Indonesia steps up security, bans protests ahead of inauguration

JAKARTA (Reuters) - Indonesia will deploy more than 30,000 police and military personnel to ensure security for Sunday’s inauguration of President Joko Widodo and will not allow demonstrations over the period, police said on Tuesday.

Security has been stepped since the chief security minister, Wiranto, was stabbed by a suspected Islamist militant last week during a visit to a provincial town. He is recovering in hospital.

The Southeast Asian country, which has the world’s biggest Muslim population, has also seen anti-government rallies, led by students, in recent weeks in Jakarta and other cities in opposition to new laws that have turned violent at times.

Argo Yuwono, a spokesman for Jakarta’s police, said the decision not to issue permits for rallies was intended “to maintain the dignity of the state”, particularly given the inauguration would be attended by foreign leaders.
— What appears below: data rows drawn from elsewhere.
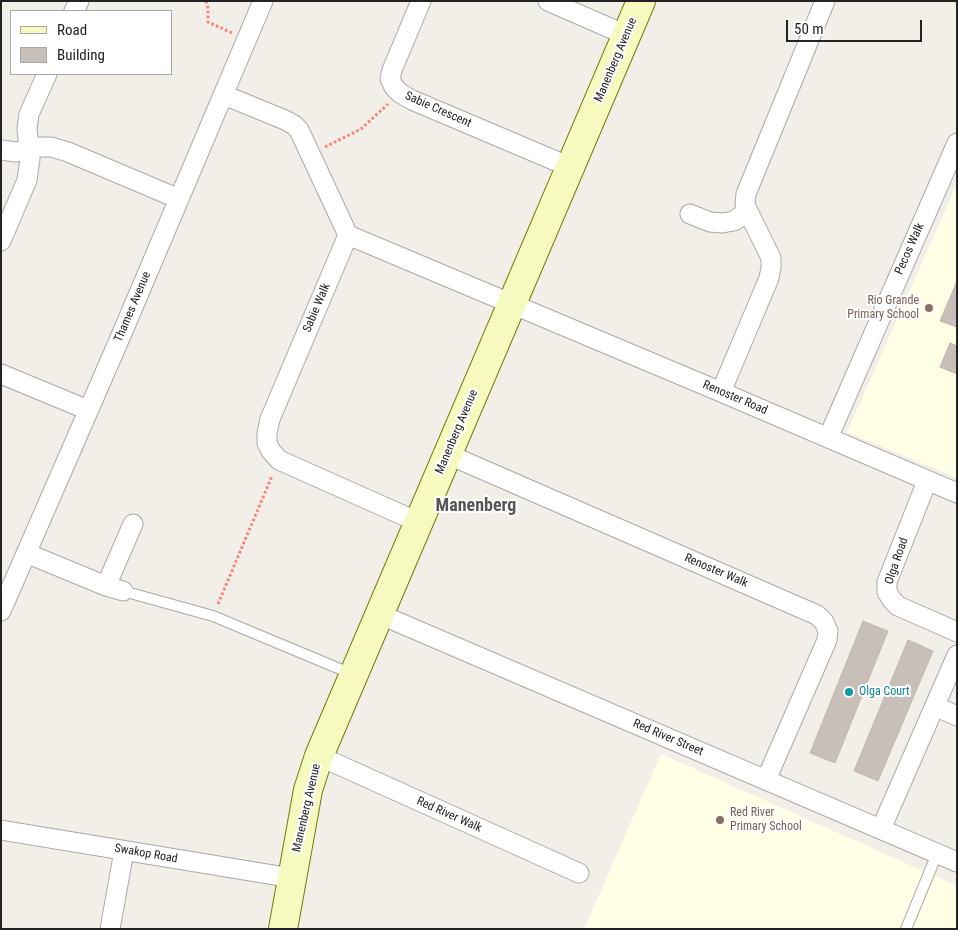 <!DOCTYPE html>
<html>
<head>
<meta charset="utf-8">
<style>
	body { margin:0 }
	#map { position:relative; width:958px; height:930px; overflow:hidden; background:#f2efe9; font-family:"Roboto Condensed",sans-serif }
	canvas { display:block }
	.frame { position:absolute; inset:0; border:2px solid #222; pointer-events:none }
	.legend { position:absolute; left:10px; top:10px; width:162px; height:65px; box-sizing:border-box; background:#fff; border:1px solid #a7a7a7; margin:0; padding:6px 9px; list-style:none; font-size:15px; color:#222 }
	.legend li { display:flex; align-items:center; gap:10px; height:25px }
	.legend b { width:25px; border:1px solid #a7a7a7 }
	.scale { position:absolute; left:786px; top:20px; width:136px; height:22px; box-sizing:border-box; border:2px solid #222; border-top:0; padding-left:6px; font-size:15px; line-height:18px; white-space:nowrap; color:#222; -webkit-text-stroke:4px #fff; paint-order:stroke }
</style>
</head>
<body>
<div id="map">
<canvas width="958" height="930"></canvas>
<div class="frame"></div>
<ul class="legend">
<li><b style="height:6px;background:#f7fabf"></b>Road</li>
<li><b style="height:14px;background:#c7bfb8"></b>Building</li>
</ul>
<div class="scale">50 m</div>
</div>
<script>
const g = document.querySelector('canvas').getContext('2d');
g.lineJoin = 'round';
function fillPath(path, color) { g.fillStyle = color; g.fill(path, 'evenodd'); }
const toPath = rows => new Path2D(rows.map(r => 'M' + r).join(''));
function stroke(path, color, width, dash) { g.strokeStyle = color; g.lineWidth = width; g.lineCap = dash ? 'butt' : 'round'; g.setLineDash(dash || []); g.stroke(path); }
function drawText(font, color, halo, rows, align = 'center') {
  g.font = font + ' "Roboto Condensed",sans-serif'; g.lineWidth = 4; g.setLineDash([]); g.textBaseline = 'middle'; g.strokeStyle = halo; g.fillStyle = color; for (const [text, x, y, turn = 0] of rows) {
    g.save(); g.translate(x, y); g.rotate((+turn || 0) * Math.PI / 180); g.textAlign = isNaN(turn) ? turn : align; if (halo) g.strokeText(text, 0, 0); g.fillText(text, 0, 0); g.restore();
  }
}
const education = toPath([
	[957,184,957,478,847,432],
	[661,754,957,886,957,929,584,929]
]);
const building = toPath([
	[957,281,957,327,940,321,957,281],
	[950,343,957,346,957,374,940,367,950,343],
	[863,621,888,631,835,763,810,753,863,621],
	[908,640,933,651,878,781,854,771,908,640]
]);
const path = toPath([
	[206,1,208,8,208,22,232,33],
	[325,147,361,129,388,104],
	[218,604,272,476]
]);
const lane = toPath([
	[123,591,213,616,352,674],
	[906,929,937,854]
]);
const street = toPath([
	[421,1,392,70,390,79,394,87,400,93,412,100,570,167],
	[548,1,626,35],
	[74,11,79,1],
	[224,95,285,120,294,125,299,130,348,235,270,419,267,433,267,443,271,451,279,460,418,522],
	[1,150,16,152,40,147,51,147,68,152,179,199],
	[690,214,710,222,722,223,734,221,748,211],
	[348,235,721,392,957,493],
	[1,241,27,180,30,159,27,129,29,114,47,74],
	[1,374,88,410],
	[721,392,769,278,771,268,771,258,745,205,746,194,825,1],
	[828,438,957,143],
	[447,454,817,615,824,622,828,631,827,640,766,780],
	[927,481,887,582,887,592,892,600,898,606,957,632],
	[26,553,106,586,123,591],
	[106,586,133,524],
	[1,611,120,338,263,1],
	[379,614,957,862],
	[935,706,957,716],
	[319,756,579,873],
	[881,829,957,655],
	[1,830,292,878],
	[110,929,124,851]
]);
const secondary = toPath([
	[283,929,308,790,319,756,641,1]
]);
const markers = [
	[929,308,5,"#8d6e63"],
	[849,692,5,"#0f9aa8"],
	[720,820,5,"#8d6e63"]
];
const streetNames = [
	["Manenberg Avenue",616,60,-67],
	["Sabie Crescent",438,110,24],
	["Pecos Walk",910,249,-66],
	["Thames Avenue",133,307,-67],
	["Sabie Walk",317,308,-67],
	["Renoster Road",735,398,23],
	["Manenberg Avenue",457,432,-67],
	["Olga Road",897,561,-71],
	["Renoster Walk",716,571,23],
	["Red River Street",668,738,23],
	["Manenberg Avenue",307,808,-77],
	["Red River Walk",449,815,24],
	["Swakop Road",146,854,10]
];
const educationNames = [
	["Rio Grande",919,301],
	["Primary School",919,315],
	["Red River",730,813,"left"],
	["Primary School",730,827,"left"]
];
const cultureNames = [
	["Olga Court",859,692]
];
const districtNames = [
	["Manenberg",476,506]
];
fillPath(education, '#ffffe5');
fillPath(building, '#c7bfb8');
stroke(building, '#c4b6ab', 1);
stroke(lane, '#a9a9a9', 12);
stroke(street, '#a9a9a9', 21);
stroke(secondary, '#707d05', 30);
stroke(path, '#fa8072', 3, [2.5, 2.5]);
stroke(lane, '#fff', 10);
stroke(street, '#fff', 19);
stroke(secondary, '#f7fabf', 28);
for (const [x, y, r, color] of markers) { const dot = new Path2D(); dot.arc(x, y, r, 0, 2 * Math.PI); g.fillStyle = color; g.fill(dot); stroke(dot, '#fff', 2); }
drawText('12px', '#222', '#fff', streetNames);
drawText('12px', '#785e54', '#fff', educationNames, 'right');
drawText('12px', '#0d838f', '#fff', cultureNames, 'left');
drawText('bold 18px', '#555', '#fff', districtNames);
</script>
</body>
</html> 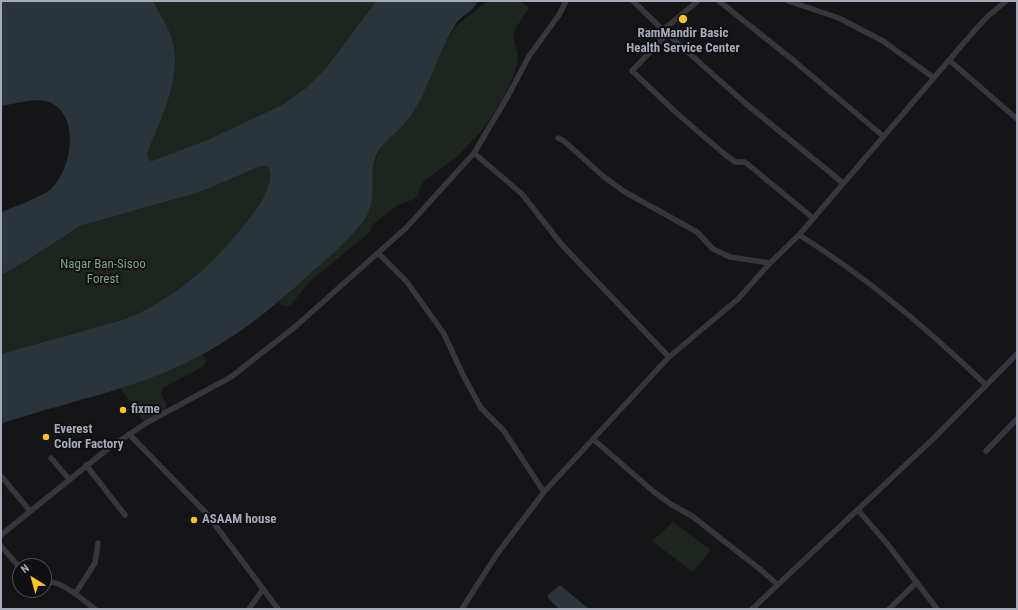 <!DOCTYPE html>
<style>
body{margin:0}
#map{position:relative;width:1018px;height:610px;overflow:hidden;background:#151517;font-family:"Roboto Condensed",sans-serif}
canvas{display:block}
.frame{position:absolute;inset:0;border:2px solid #a6aab8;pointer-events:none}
.north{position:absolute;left:12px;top:558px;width:40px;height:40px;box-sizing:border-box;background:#101012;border:1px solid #4c4e54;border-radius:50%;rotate:323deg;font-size:11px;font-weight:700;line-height:16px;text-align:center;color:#a6aab8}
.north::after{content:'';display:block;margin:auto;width:14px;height:18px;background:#f9c22b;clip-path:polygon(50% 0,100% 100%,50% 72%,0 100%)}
</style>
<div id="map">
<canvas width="1018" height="610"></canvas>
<div class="frame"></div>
<div class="north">N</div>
</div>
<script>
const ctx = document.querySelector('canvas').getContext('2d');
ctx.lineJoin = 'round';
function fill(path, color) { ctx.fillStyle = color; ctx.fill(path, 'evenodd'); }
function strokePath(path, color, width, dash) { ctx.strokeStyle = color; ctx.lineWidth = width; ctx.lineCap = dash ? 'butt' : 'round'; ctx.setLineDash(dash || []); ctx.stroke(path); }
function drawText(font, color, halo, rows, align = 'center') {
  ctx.font = font + ' "Roboto Condensed",sans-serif'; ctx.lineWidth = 4; ctx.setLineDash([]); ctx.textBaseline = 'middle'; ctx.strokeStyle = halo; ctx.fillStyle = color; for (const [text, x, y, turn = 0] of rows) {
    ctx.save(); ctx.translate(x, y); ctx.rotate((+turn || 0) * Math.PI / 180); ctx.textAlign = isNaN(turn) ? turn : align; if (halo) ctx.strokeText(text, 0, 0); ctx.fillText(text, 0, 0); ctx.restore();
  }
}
const green = new Path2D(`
 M153,1H376L327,67L306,88L282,105L207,140L152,161L149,160L147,154C161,117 186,73 170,33C166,22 158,12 153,1Z
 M487,1H521L529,8L515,29L513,35L518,56L517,66L505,96L483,129L458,156L423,182L417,196L412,200L398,205L372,225L370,232L308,283L292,304L287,307L278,303L317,268L373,167C377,144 400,132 412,114C428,89 436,58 451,34C457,23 477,10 487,1Z
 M261,166H267L270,169C273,185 260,203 252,216C225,256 184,291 141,312C122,321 102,326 83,331C55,338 28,346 1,354V275L23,263L80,226L200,192Z
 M202,354L206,360L204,366L163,388L161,394L166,403V409L144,422L120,388L174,369Z
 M673,522L711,550L693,572L652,541Z`);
const water = new Path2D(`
 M1,1H153C158,12 166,22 170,33C186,73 161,117 147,154L149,160L152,161L207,140L282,105L306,88L327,67L376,1H478C473,12 461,15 455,25C439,52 430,84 414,111C405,126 390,136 380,149C365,169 379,194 367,215C355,236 328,257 310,274C270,311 224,347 173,369C118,393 58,404 1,424V354C28,346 56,338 83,331C102,325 123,321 141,312C191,287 230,248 261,202C266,194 275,173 267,166H261L200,192L80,226L23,263L1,275V212C14,207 41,197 51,189C72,170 81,115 49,102C36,97 15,104 1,106Z
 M559,586H561L589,609H559L548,598V595Z`);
const minor = new Path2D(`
 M633,1L663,30L698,1
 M719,1L793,60L883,136
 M788,1L839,18L883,41L934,78
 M663,30L664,37L632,71L680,116L722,152L735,162H745L813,218
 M663,30L745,103L843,183
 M949,60L1017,119
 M558,138L564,141L604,177L625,192L697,232L713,249L730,257L770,263
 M474,153L522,194L562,245L669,357
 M799,235C867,277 929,330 986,385
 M378,253L407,282L444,334L463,375L481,408L504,431L544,492
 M129,434L207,514L278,609
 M593,439L654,492L672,505L692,516L761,570L777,584
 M986,451L1017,419
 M51,458L69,479
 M86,465L125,515
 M2,477L30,511
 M858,510L889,546L937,609
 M1,535L110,447L148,422L231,377L296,326L407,227L474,153L508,96L529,56L559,15L566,1
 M1,546L20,568
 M44,582C63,580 81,599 95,609
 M75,594L95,563L98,543
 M249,609L263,589
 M462,609L497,554L544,492L669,357L738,299L770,263L799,235L975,30L987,17L1006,1
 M752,609L933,439L1017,354
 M889,609L917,582`);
const markers = [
 [683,19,5,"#f9c22b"],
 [123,410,4,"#f9c22b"],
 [46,437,4,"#f9c22b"],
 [194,520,4,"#f9c22b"]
];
const poiNames = [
 ["RamMandir Basic",683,34,"center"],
 ["Health Service Center",683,49,"center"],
 ["fixme",131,410],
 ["Everest",54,430],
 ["Color Factory",54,445],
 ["ASAAM house",202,520]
];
const parkNames = [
 ["Nagar Ban-Sisoo",103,265],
 ["Forest",103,280]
];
fill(green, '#1d251e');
fill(water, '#2b333b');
strokePath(minor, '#36363c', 5.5);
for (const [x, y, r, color] of markers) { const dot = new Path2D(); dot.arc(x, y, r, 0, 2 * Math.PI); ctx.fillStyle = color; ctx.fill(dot); strokePath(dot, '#101012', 1.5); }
drawText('bold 13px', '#a6aab8', '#101012', poiNames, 'left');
drawText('13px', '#7ca481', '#101012', parkNames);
</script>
Since the attempt on Wiranto’s life, authorities have raised security for officials. Police said on Monday they had arrested 22 suspected militants in various places as part of a preventive strike by the counter-terrorism unit.

Separately, national police spokesman Dedi Prasetyo said police had arrested two members of the Islamic State-linked militant group Jamaah Ansharut Daulah (JAD) who were plotting suicide bombings in the cities of Solo and Yogyakarta.

He said the plot was not linked to the inauguration.

Prasetyo said 31,000 military and police would guard the inauguration of Widodo, who won a second term in an April election, with leaders from neighboring countries such as Australia and Malaysia expected to attend.

Indonesia scrambled to tighten its anti-terrorism laws after a series of suicide bombings linked to the JAD group killed more than 30 people in the city of Surabaya last year.